**GIVEN RECORDS:**
▽
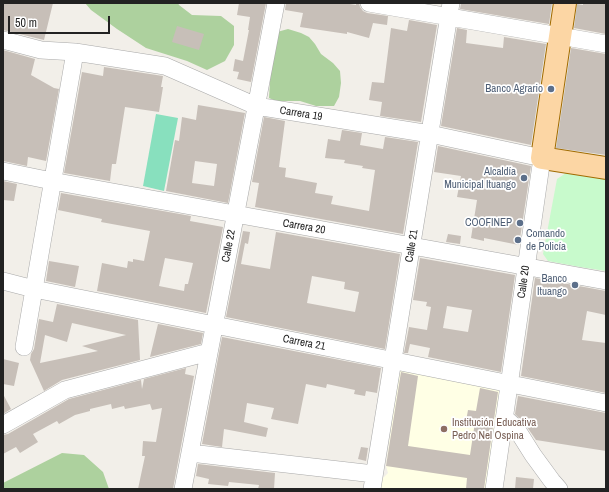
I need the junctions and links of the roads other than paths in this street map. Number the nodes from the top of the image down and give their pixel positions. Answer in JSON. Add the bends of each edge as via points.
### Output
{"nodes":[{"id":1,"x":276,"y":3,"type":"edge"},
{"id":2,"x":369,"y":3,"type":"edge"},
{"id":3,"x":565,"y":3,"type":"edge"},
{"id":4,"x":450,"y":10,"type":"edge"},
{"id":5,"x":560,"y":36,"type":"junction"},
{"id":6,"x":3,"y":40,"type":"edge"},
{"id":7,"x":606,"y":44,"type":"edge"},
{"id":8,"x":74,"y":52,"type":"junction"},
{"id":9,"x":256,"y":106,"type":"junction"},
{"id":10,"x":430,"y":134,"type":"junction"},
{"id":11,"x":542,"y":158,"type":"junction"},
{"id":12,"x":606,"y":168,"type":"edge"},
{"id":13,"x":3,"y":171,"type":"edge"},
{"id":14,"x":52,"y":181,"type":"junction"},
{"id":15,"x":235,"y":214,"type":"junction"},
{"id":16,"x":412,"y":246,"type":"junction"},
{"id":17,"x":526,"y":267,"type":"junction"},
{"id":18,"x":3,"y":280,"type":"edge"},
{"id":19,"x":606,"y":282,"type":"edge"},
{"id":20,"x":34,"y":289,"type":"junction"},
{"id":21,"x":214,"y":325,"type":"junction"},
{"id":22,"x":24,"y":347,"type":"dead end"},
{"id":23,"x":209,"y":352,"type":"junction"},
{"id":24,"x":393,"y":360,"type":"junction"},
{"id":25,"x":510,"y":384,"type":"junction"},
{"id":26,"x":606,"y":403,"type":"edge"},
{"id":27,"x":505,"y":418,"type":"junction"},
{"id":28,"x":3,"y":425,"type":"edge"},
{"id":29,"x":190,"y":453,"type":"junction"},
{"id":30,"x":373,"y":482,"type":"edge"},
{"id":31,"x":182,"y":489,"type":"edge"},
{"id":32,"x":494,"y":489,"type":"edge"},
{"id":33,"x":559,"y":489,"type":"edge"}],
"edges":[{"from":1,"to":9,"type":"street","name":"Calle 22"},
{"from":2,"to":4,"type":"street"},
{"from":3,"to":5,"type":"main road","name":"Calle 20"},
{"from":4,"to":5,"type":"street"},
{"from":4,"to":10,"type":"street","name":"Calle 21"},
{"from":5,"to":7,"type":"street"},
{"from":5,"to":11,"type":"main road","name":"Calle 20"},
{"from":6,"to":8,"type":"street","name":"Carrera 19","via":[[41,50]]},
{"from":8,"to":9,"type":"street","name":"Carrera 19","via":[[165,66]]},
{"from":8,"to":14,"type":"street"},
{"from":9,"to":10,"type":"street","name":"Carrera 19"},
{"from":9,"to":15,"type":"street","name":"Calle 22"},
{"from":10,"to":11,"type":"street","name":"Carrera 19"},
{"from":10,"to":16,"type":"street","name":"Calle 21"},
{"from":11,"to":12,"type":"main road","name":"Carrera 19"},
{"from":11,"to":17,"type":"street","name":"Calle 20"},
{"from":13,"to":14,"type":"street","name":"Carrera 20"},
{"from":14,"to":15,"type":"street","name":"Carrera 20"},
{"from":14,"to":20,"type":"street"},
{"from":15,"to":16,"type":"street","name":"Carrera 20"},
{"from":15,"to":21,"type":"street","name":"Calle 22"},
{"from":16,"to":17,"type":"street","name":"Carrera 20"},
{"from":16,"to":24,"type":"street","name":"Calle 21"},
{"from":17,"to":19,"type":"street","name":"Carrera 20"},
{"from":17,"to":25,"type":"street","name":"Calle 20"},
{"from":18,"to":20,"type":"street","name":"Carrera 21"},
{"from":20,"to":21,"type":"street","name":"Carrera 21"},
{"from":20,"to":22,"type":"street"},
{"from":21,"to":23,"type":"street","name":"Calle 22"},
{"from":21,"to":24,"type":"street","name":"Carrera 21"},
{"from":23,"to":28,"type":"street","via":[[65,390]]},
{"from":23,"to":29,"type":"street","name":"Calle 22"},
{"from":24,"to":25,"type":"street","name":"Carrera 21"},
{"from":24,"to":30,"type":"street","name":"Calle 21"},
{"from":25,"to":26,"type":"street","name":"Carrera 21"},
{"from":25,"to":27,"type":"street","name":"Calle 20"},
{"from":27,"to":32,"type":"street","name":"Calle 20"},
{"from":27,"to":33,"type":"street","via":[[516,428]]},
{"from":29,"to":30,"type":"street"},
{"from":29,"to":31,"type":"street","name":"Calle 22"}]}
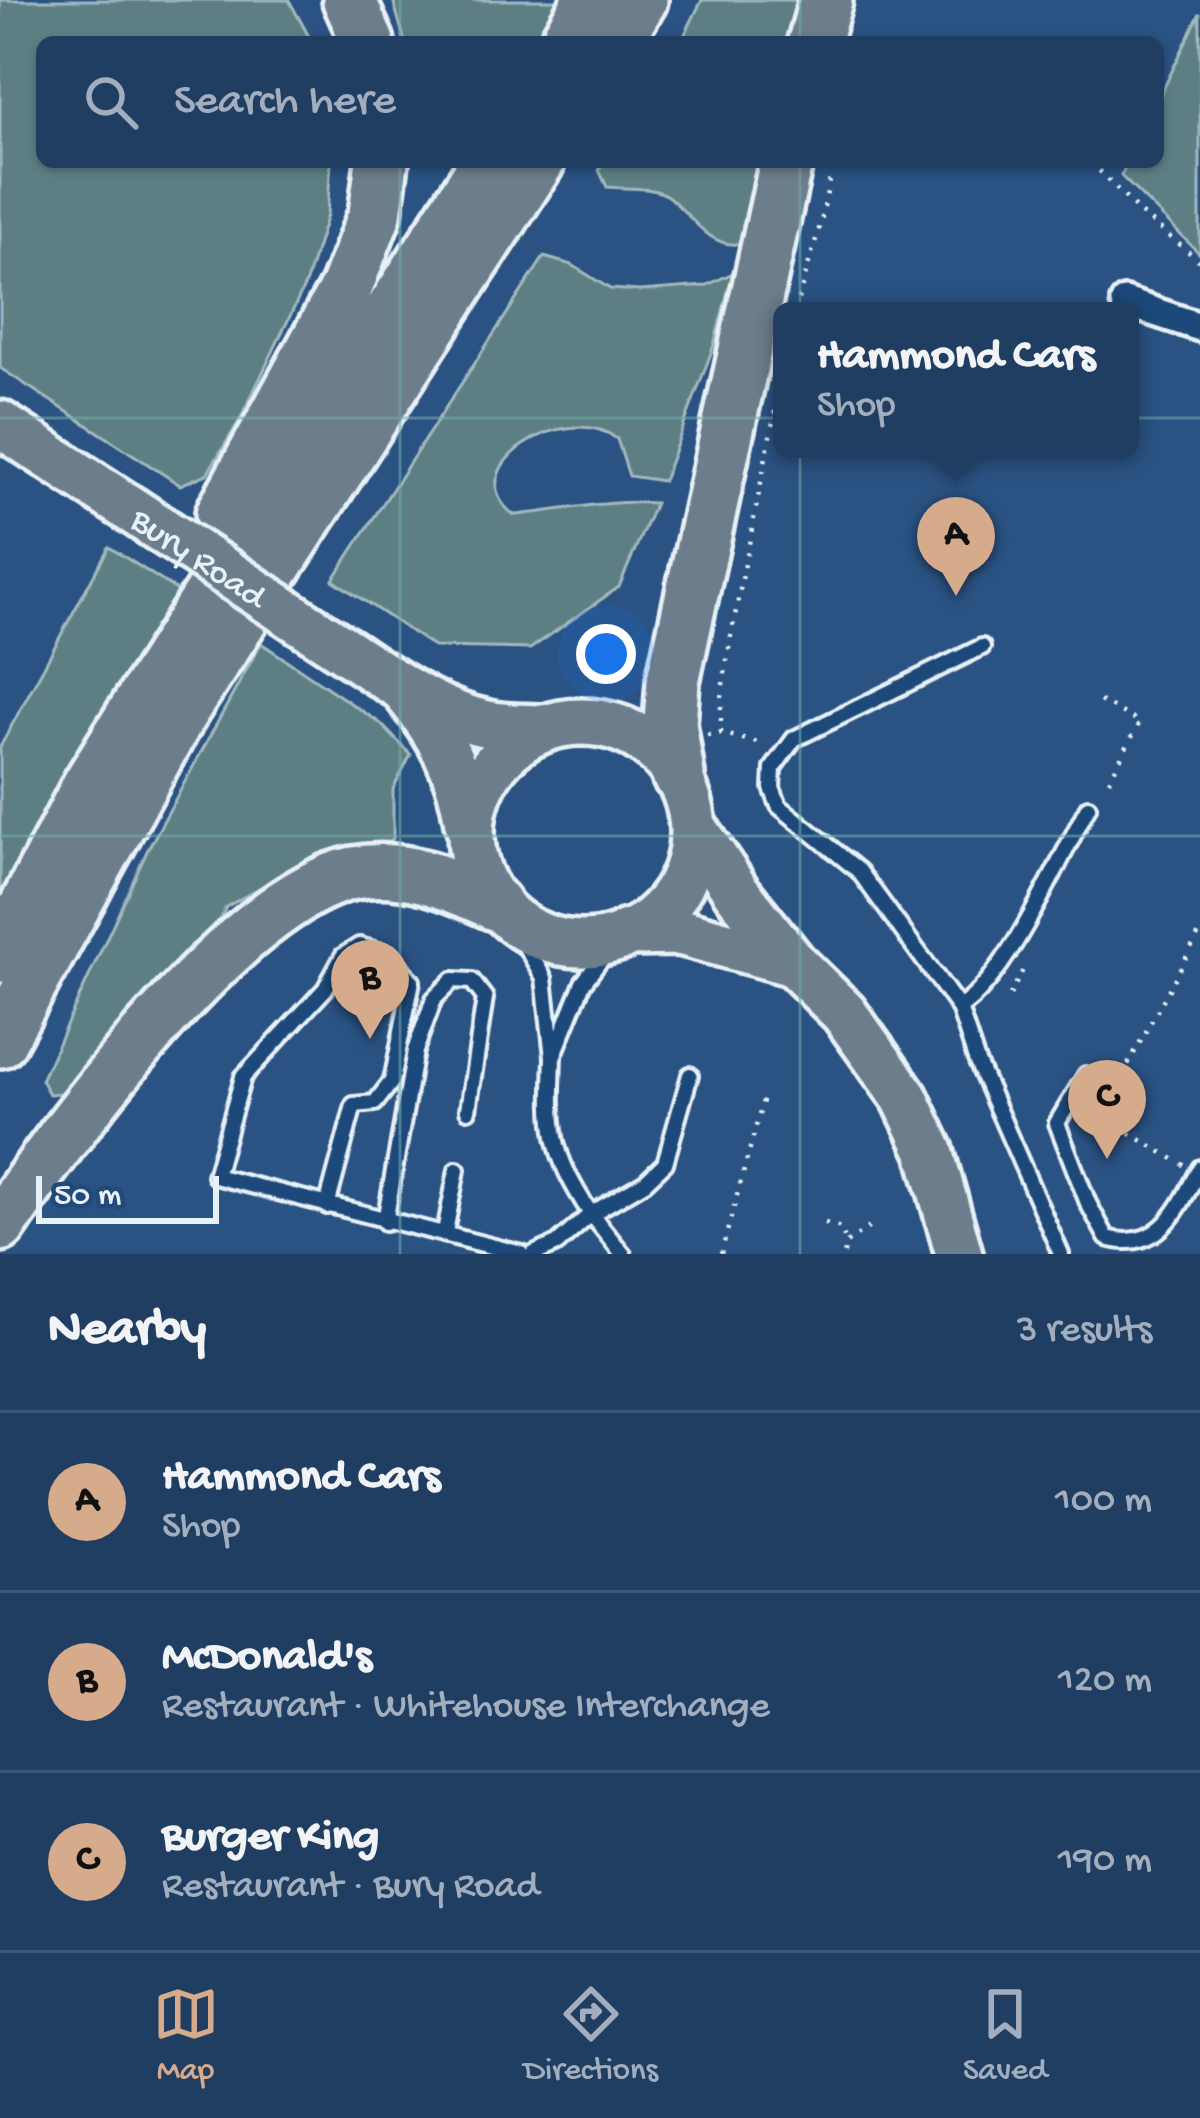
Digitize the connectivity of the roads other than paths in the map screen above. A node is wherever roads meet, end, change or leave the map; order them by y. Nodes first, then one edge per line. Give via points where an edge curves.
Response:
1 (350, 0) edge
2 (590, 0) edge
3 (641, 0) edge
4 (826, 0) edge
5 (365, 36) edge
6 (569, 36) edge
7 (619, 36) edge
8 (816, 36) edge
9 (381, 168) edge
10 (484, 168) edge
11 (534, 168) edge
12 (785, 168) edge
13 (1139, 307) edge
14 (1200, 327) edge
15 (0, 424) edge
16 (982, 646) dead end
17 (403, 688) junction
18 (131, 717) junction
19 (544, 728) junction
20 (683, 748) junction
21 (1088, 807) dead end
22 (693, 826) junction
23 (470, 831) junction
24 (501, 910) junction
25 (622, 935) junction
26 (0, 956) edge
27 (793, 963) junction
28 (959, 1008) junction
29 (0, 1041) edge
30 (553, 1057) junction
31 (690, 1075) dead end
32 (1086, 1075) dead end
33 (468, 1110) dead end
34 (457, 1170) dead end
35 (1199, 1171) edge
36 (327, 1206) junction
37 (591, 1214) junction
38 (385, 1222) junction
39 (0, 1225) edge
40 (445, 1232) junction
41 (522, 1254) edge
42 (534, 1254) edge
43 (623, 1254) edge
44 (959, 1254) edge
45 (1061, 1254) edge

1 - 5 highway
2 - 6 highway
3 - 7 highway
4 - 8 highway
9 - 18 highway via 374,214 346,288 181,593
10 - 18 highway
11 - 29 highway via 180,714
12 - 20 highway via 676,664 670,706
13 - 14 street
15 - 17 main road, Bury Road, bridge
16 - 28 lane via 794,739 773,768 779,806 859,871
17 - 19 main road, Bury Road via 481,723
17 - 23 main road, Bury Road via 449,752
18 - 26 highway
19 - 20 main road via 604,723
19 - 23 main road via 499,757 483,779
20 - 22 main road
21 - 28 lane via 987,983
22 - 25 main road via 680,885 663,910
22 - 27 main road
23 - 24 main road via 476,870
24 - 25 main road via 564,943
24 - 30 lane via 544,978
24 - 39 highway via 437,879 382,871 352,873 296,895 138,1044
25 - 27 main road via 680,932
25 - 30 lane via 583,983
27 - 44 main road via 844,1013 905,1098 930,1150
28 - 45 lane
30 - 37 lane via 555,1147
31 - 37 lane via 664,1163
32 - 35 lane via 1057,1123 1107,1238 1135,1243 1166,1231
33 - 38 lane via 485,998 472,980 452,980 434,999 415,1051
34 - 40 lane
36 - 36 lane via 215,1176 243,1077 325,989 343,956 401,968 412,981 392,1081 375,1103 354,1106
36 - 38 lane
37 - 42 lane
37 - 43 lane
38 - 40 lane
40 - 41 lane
△
Each line with "highway" in it must be identified and copied from the material.

**ANSWER BOX:**
1 - 5 highway
2 - 6 highway
3 - 7 highway
4 - 8 highway
9 - 18 highway via 374,214 346,288 181,593
10 - 18 highway
11 - 29 highway via 180,714
12 - 20 highway via 676,664 670,706
18 - 26 highway
24 - 39 highway via 437,879 382,871 352,873 296,895 138,1044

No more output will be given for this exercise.